朝晴れエッセー

プラットホーム上の出会い・10月13日

ある日の仕事帰りのことです。

駅で乗り換え待ちをしていると、反対側のホームに到着した電車から、白杖を持った男性が降りてきました。

少し気になり見ていると、どうも動きがおぼつきません。白杖に慣れていないのか、この駅に慣れていないのか…。

気付けば私以外にも彼を気にしている人がちらほら。しかし声をかけそうな人は見当たりません。ここは通過も多い駅、何かあってからでは遅いと思い、Uターンし彼のいる方へ向かいました。

もともと積極的でも社交的でもない私は内心ドキドキ。驚かせてしまうから肩たたいたりはダメだよね? 頼りない己の記憶を頼りに「こんばんは」と正面から話しかけました。
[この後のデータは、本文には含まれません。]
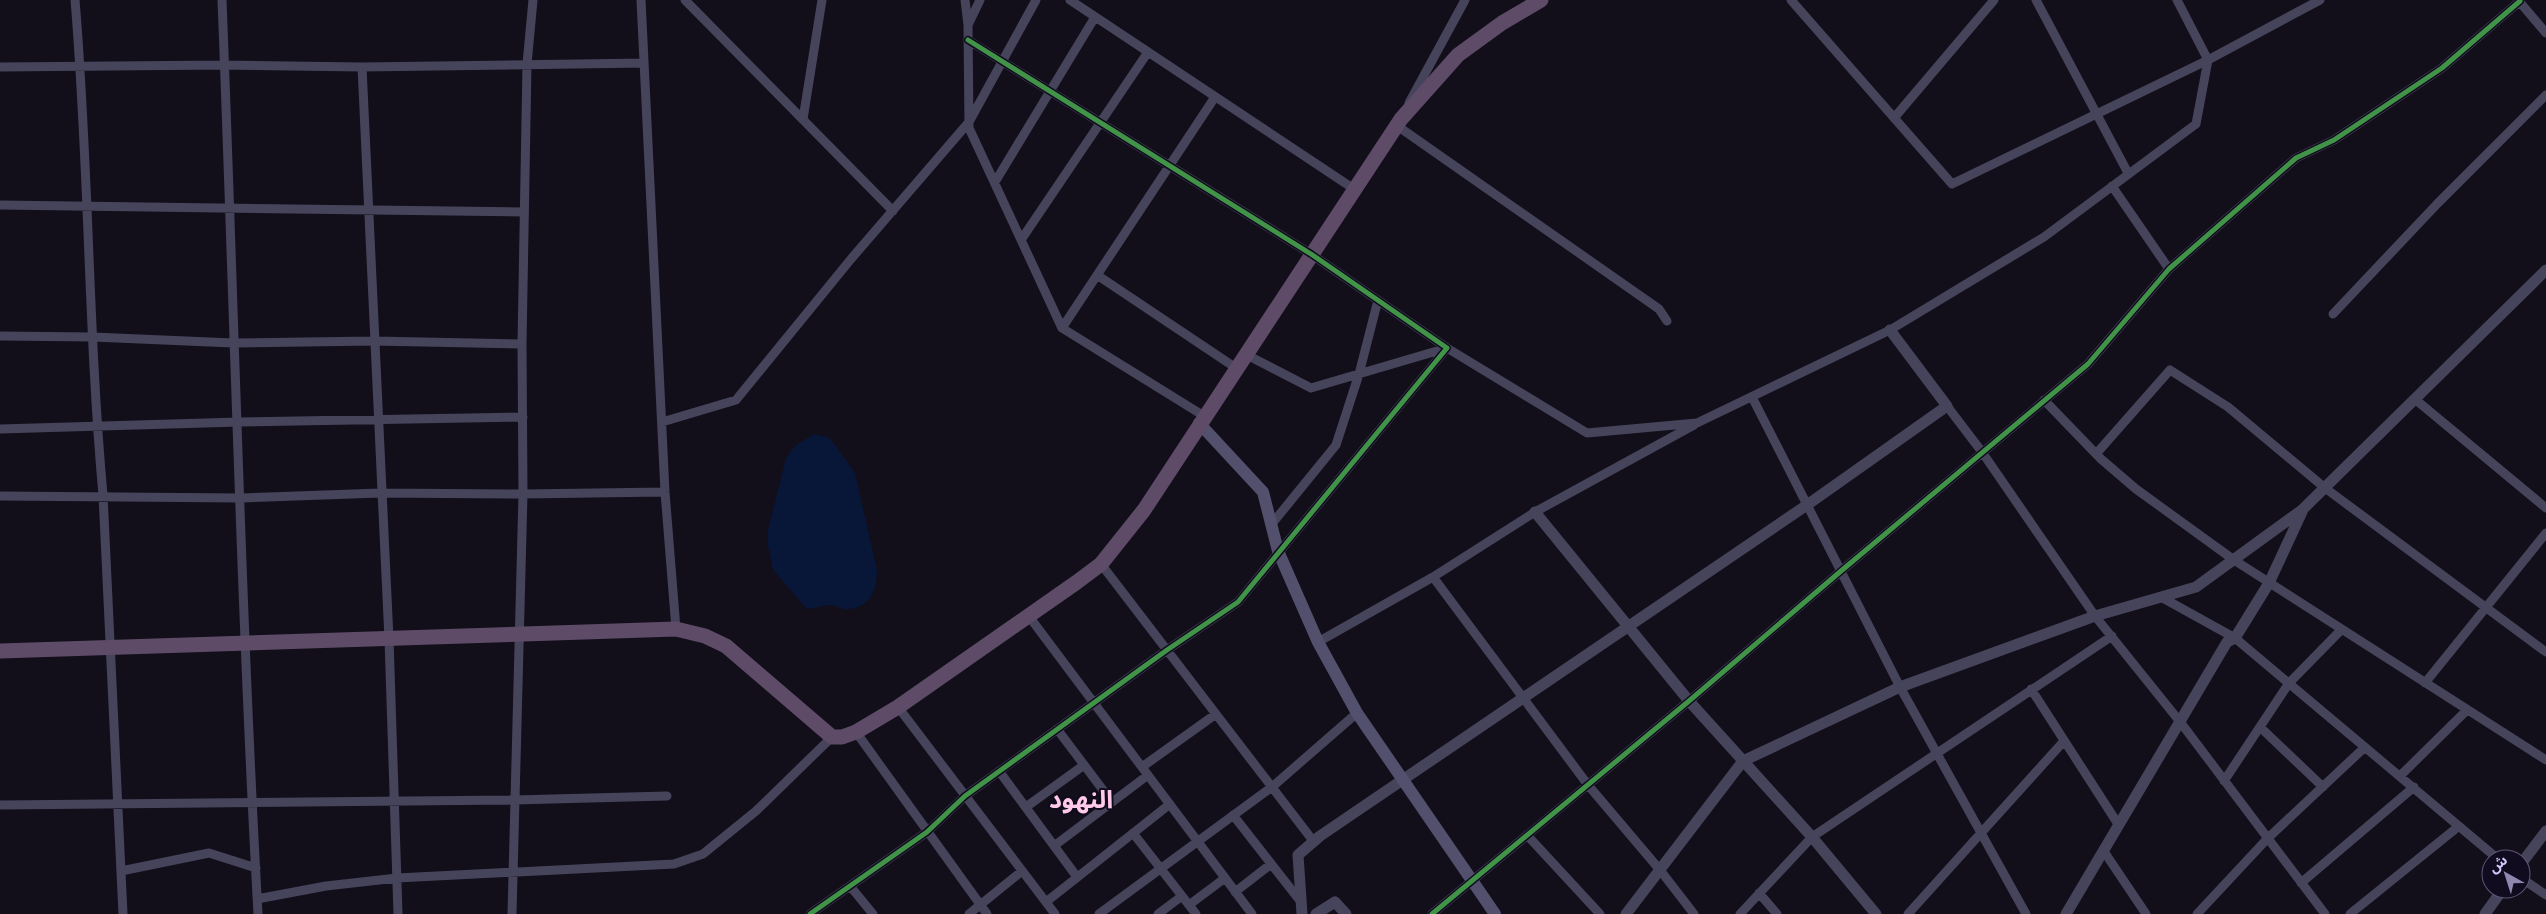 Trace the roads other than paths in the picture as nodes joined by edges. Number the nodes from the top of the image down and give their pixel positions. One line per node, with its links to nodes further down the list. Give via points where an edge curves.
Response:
1 (75, 0): 31 (street)
2 (222, 0): 28 (street)
3 (533, 0): 27 (street)
4 (641, 0): 26 (street)
5 (685, 0): 37 (street)
6 (822, 0): 37 (street)
7 (966, 0): 20 (street)
8 (980, 0): 20 (street)
9 (1036, 0): 25 (street)
10 (1070, 0): 19 (street)
11 (1465, 0): 39 (street)
12 (1541, 0): 39 (highway, via 1458,55)
13 (1791, 0): 36 (street)
14 (1994, 0): 36 (street)
15 (2036, 0): 35 (street)
16 (2177, 0): 24 (street)
17 (2320, 0): 24 (street)
18 (2519, 1): 21 (street); 54 (street, via 2442,68 2348,131 2296,158)
19 (1095, 17): 23 (street); 32 (street)
20 (968, 26): 22 (street)
21 (2546, 33)
22 (968, 40): 25 (street); 38 (street)
23 (1148, 52): 34 (street); 40 (street)
24 (2208, 60): 35 (street); 42 (street, via 2196,124)
25 (1002, 62): 32 (street); 38 (street)
26 (644, 63): 27 (street); 79 (street)
27 (527, 64): 30 (street); 51 (street)
28 (224, 65): 30 (street); 31 (street); 49 (street)
29 (0, 67): 31 (street)
30 (362, 67): 48 (street)
31 (81, 68): 47 (street)
32 (1050, 91): 40 (street); 43 (street)
33 (2546, 95): 58 (street)
34 (1215, 97): 41 (street); 45 (street)
35 (2096, 112): 36 (street, via 1952,184); 42 (street)
36 (1894, 118)
37 (803, 120): 50 (street)
38 (969, 122): 43 (street); 50 (street)
39 (1398, 122): 45 (highway); 59 (street, via 1659,309)
40 (1100, 123): 41 (street); 52 (street)
41 (1169, 166): 53 (street); 56 (street)
42 (2128, 173): 44 (street)
43 (995, 182): 52 (street)
44 (2112, 186): 54 (street); 61 (street, via 2044,237)
45 (1354, 189): 53 (highway)
46 (0, 205): 47 (street)
47 (87, 206): 49 (street); 63 (street)
48 (367, 208): 49 (street); 51 (street); 64 (street)
49 (228, 209): 65 (street)
50 (893, 211): 79 (street, via 736,400)
51 (524, 212): 66 (street)
52 (1021, 240): 60 (street)
53 (1311, 254): 57 (street); 68 (highway)
54 (2169, 269): 72 (street, via 2088,364)
55 (2546, 270): 73 (street)
56 (1097, 275): 60 (street); 69 (street)
57 (1378, 300): 67 (street); 70 (street)
58 (2333, 314)
59 (1667, 321)
60 (1062, 328): 77 (street)
61 (1890, 330): 71 (street); 74 (street)
62 (0, 336): 63 (street)
63 (93, 337): 65 (street); 81 (street)
64 (374, 340): 65 (street); 66 (street); 76 (street)
65 (233, 343): 78 (street)
66 (522, 344): 75 (street)
67 (1447, 348): 70 (street); 80 (street, via 1587,433); 98 (street)
68 (1245, 354): 69 (highway); 70 (street, via 1311,388)
69 (1236, 368): 77 (highway)
70 (1359, 374): 96 (street, via 1336,445)
71 (1752, 397): 80 (street); 92 (street)
72 (2044, 400): 83 (street); 84 (street)
73 (2416, 400): 85 (street); 93 (street)
74 (1947, 406): 83 (street); 92 (street)
75 (522, 417): 76 (street); 88 (street)
76 (377, 419): 78 (street); 87 (street)
77 (1201, 420): 96 (main road, via 1263,492); 100 (highway, via 1144,510)
78 (239, 422): 81 (street); 91 (street)
79 (662, 422): 86 (street)
80 (1697, 423): 95 (street)
81 (97, 427): 82 (street); 89 (street)
82 (0, 430)
83 (1982, 452): 101 (street); 107 (street)
84 (2096, 454): 85 (street, via 2170,370 2228,407); 99 (street, via 2136,489)
85 (2325, 488): 94 (street); 105 (street)
86 (665, 492): 88 (street); 109 (street)
87 (380, 494): 88 (street); 91 (street); 113 (street)
88 (523, 494): 111 (street)
89 (103, 495): 90 (street); 91 (street); 117 (street)
90 (0, 496)
91 (241, 498): 115 (street)
92 (1807, 505): 101 (street); 108 (street)
93 (2546, 508)
94 (2302, 510): 99 (street); 103 (street)
95 (1535, 512): 102 (street); 108 (street)
96 (1271, 525): 98 (main road)
97 (2546, 533): 105 (street)
98 (1278, 551): 116 (main road); 118 (street, via 1238,602)
99 (2234, 560): 103 (street); 104 (street, via 2196,588)
100 (1102, 564): 106 (highway); 118 (street)
101 (1841, 571): 123 (street); 126 (street)
102 (1433, 577): 116 (street); 125 (street)
103 (2269, 583): 110 (street); 114 (street)
104 (2162, 597): 107 (street); 114 (street)
105 (2486, 607): 120 (street); 122 (street)
106 (1028, 616): 127 (street); 128 (highway)
107 (2095, 616): 112 (street); 123 (street)
108 (1628, 627): 125 (street); 126 (street)
109 (676, 629): 111 (highway); 136 (highway, via 705,636 726,646)
110 (2341, 630): 121 (street); 122 (street)
111 (518, 635): 113 (highway); 154 (street)
112 (2112, 636): 124 (street); 132 (street)
113 (388, 638): 115 (highway); 155 (street)
114 (2235, 638): 121 (street); 132 (street, via 2227,642)
115 (245, 642): 117 (highway); 157 (street)
116 (1318, 642): 130 (main road)
117 (110, 646): 119 (highway); 160 (street)
118 (1166, 650): 127 (street); 131 (street)
119 (0, 651)
120 (2546, 652)
121 (2289, 683): 133 (street); 138 (street)
122 (2425, 683): 129 (street)
123 (1900, 686): 139 (street); 141 (street)
124 (2031, 689): 137 (street); 139 (street)
125 (1523, 699): 146 (street); 148 (street)
126 (1689, 701): 141 (street); 148 (street)
127 (1094, 703): 134 (street); 144 (street)
128 (898, 707): 135 (highway); 153 (street)
129 (2467, 710): 140 (street); 145 (street)
130 (1357, 713): 146 (main road); 149 (street)
131 (1216, 714): 144 (street); 149 (street)
132 (2181, 723): 147 (street); 163 (street)
133 (2260, 727): 147 (street); 150 (street)
134 (1057, 730): 142 (street); 143 (street)
135 (856, 732): 136 (highway); 166 (street)
136 (832, 737): 184 (street, via 756,811 703,854 674,864)
137 (2064, 741): 163 (street); 168 (street)
138 (2366, 747): 145 (street); 150 (street)
139 (1937, 752): 168 (street); 170 (street)
140 (2546, 760)
141 (1743, 761): 170 (street); 181 (street)
142 (1084, 765): 156 (street); 161 (street)
143 (999, 771): 153 (street); 161 (street)
144 (1145, 771): 156 (street); 158 (street)
145 (2400, 776): 151 (street)
146 (1405, 781): 173 (street); 188 (main road)
147 (2224, 781): 171 (street)
148 (1588, 785): 169 (street); 181 (street)
149 (1272, 787): 162 (street); 173 (street)
150 (2323, 787): 171 (street)
151 (2414, 787): 164 (street); 189 (street)
152 (667, 796): 154 (street)
153 (965, 796): 166 (street); 183 (street)
154 (514, 800): 155 (street); 184 (street)
155 (393, 801): 157 (street); 186 (street)
156 (1112, 802): 174 (street)
157 (252, 803): 160 (street); 179 (street)
158 (1170, 804): 167 (street); 172 (street)
159 (0, 805): 160 (street)
160 (118, 806): 182 (street)
161 (1026, 807): 174 (street)
162 (1233, 815): 172 (street); 178 (street)
163 (2118, 824): 176 (street)
164 (2460, 826): 175 (street); 232 (street)
165 (2546, 831): 177 (street)
166 (927, 832): 191 (street); 200 (street)
167 (1133, 833): 180 (street); 185 (street)
168 (1982, 833): 226 (street); 227 (street)
169 (1527, 835): 188 (street); 220 (street)
170 (1812, 837): 193 (street); 225 (street)
171 (2268, 839): 189 (street); 230 (street)
172 (1197, 841): 180 (street); 187 (street)
173 (1314, 842): 199 (street, via 1298,855)
174 (1054, 846): 185 (street)
175 (2486, 849)
176 (2104, 850): 228 (street); 229 (street)
177 (2531, 851)
178 (1271, 864): 192 (street); 199 (street)
179 (256, 868): 182 (street, via 209,853); 196 (street)
180 (1160, 868): 195 (street); 202 (street)
181 (1660, 870): 221 (street); 222 (street)
182 (121, 871): 203 (street)
183 (1022, 871): 198 (street); 200 (street)
184 (513, 872): 186 (street); 206 (street)
185 (1077, 877): 198 (street)
186 (397, 878): 196 (street, via 326,886); 205 (street)
187 (1225, 878): 192 (street); 201 (street)
188 (1472, 880): 218 (street); 219 (main road)
189 (2301, 883): 231 (street)
190 (2531, 885): 194 (street)
191 (850, 886): 207 (street); 208 (street)
192 (1235, 892): 214 (street)
193 (1759, 893): 223 (street); 224 (street)
194 (2546, 895)
195 (1182, 896): 201 (street); 212 (street)
196 (257, 899): 204 (street)
197 (2496, 899): 233 (street)
198 (1046, 902): 211 (street)
199 (1301, 902): 215 (street)
200 (981, 905): 209 (street); 210 (street)
201 (1190, 905): 213 (street)
202 (1102, 913)
203 (123, 914)
204 (258, 914)
205 (398, 914)
206 (512, 914)
207 (810, 914)
208 (873, 914)
209 (969, 914)
210 (988, 914)
211 (1056, 914)
212 (1158, 914)
213 (1196, 914)
214 (1252, 914)
215 (1302, 914)
216 (1316, 914): 217 (street, via 1335,902)
217 (1346, 914)
218 (1432, 914)
219 (1495, 914)
220 (1600, 914)
221 (1626, 914)
222 (1694, 914)
223 (1740, 914)
224 (1776, 914)
225 (1876, 914)
226 (1908, 914)
227 (2026, 914)
228 (2066, 914)
229 (2146, 914)
230 (2197, 914)
231 (2324, 914)
232 (2350, 914)
233 (2485, 914)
聞くと、彼の目的地は次の駅。到着したと思ったら駅の勝手が違い戸惑っていたようです。私は次の駅の改札まで見送り、彼と別れました。

再び1人になると、少しの達成感といくつかの反省点を感じました。

声のかけ方は合っていたか? もっと早く声をかけたらよかった。次があるのなら、今度はもっと早く、スマートに声かけができる自分になっていたいです。

彼に声をかけてから別れるまで、時間にすれば20分足らず。短時間のやり取りでしたが、人同士の接触を控えがちな昨今の中での非日常な出会いに心が元気になりました。

次会えたらもう少しお話できればいいな、でも駅の降り間違いには気をつけてください、名も知らぬ優しげなおじ様。